I learned quickly that you don’t ask a rancher how many head of cattle or horses he runs; that’s akin to just asking a stranger what he has in the bank. By that time I was already sitting with the entire Perino family at their big kitchen table in a modest ranch house at the end of a long gravel drive, surrounded by pastures of grass as far as I could see. The Perinos came over in the early 1900’s from Italy seeking work in the Wyoming coal mines. They homesteaded land outside of Newcastle where patriarch Matt says they were “poor red-dirt farmers from up the creek.” Today they have a globally-known quarter horse business along with raising cattle on prime ranch land. I sat down with Matt, his wife Donna, son Preston, and daughter-in-law Nicolle at the kitchen table for a long chat, through which they invited me for lunch and some of Donna’s homemade berry cobbler. I would have loved to have spent two weeks there, and I am pretty sure it would have been OK with them. The first and last quotes of this post are sure to make it into my Wisdom Road Hall of Fame.
“Never show a man how cheap you are over the price of a drink.” (Translation: You don’t let anyone tell you that you can’t buy drinks at the bar. You don’t look down on anybody. Every single person has value; that drunk on the street knows something that maybe you don’t.)
“Some city kids were ‘hot shots’, thought they were better than us and treated us badly.

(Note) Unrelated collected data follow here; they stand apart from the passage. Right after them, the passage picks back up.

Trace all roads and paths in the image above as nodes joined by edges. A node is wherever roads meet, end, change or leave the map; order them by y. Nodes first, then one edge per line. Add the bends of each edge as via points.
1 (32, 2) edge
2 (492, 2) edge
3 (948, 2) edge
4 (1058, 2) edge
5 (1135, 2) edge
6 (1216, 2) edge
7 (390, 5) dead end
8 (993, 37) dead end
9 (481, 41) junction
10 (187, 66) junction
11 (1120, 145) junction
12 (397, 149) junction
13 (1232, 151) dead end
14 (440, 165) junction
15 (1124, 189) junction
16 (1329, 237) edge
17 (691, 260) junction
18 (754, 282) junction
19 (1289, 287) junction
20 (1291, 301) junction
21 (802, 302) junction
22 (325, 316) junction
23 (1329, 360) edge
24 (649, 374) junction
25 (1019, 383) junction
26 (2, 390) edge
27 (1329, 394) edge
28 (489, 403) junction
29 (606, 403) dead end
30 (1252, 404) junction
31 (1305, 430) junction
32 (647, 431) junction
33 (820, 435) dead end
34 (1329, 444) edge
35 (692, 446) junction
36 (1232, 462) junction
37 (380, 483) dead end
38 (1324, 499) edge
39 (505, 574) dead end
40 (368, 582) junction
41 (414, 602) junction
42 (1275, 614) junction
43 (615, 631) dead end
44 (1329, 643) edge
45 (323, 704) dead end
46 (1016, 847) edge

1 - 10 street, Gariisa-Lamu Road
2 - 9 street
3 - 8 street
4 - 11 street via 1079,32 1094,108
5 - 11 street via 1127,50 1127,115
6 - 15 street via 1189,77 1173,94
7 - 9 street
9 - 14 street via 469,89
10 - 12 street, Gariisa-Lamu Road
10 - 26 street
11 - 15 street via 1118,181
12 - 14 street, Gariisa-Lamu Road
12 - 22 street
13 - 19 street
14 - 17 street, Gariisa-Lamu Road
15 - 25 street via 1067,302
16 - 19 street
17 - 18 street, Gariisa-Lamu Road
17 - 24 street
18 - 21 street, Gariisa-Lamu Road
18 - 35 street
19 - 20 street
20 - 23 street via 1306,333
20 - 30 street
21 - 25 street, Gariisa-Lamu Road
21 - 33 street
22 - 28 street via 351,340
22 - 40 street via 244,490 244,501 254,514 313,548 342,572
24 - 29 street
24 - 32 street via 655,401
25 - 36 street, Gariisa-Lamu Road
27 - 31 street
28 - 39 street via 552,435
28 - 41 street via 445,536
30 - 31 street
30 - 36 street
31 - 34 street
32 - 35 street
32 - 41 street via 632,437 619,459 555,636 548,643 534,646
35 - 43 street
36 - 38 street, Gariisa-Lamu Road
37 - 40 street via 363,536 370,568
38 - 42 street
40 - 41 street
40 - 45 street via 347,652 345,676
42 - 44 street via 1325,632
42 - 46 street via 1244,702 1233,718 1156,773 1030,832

It was their form of bigotry. Their families lived in town and maybe their parents were doctors or lawyers or bankers. They put us down. We didn’t mix into their social circles. Funny thing: now we own some of the land that used to be theirs!”
“You went to school and came home and did chores. There just wasn’t much time for much else. We helped out on neighbors’s ranches. Everyone did that, except there was one neighbor who seemed to get a bad back every year it was time to bale hay, but we helped him even though he never helped us in return. That’s just what you did. Sure, that was wrong of him, but we were taught to do the right thing.”
“If you had a dispute with someone you went over and settled it face to face.”
“I can remember there was a black guy came here and he was a good cowboy. I guess we could see that he was a different color. But what the hell does that mean? You know? Nothing.”
“Seems we always had kids living here with us, maybe they had problems at home or whatever. They might start by hanging around or doing some work here and then sometimes they just sort of moved in because they needed a place.”
“I haven’t been everywhere in the world, but this is the best place in the world. When we go somewhere now, the best day of those trips is when I walk back through these gates to this place. It’s not that I don’t like those other places. This is home.”
“We’re okay with people coming here, but they come here for our way of life, but they bring their way of life. They come in, buy 40 acres and they put chains and padlocks on their gates, put up a no trespassing sign, that’s the first thing they do. We don’t ever padlock our gates. Then they call and holler because we got a cow on their side. Well, how the hell am I supposed to get that cow with a padlock on the gate?!
“One huge problem is social media. That’s a detriment. Just go to the school football game. You see them kids are walking around, they’re all just looking at their phones.”
“We are grateful that we can do whatever the hell we want here, Even if we’re in town we leave the key in the ignition or the door of the truck unlocked. We know everyone.”
“It’s gotten so bad recently, so what if you’re a Democrat or Republican or conservative, we used to be able to talk things out and you know, there’s just a wall. You can’t have a civil conversation. I got the cure-all: term limits, that would help a lot.”
“I don’t know who people vote for and I don’t care. People from different parts of the political spectrum have told me that they’ve stopped listening to the news, they’ve turned it off.”
“The common man can’t get elected. All we got is the super ultra rich who got money and big PACS or whatever. And they’re the only ones that make laws and so forth.”
“Alcohol and drugs can be the two worst things other than politics.”
Over lunch we had a conversation about some new prospecting for rare earth metals nearby. Matt said, “Remember when the creeks below Homestake Gold were running black?” We agreed on some pretty basic things that utterly cross current political boundaries. We agreed that the United States should produce these resources rather than being beholden to China; that mining operations like that can and have caused huge problems with water quality, which is vital to ranchers; and that the federal government, not much loved in Wyoming, plays a big role in ensuring water quality. It was the end of a very good morning.
Refreshing. It calls back to what America used to be.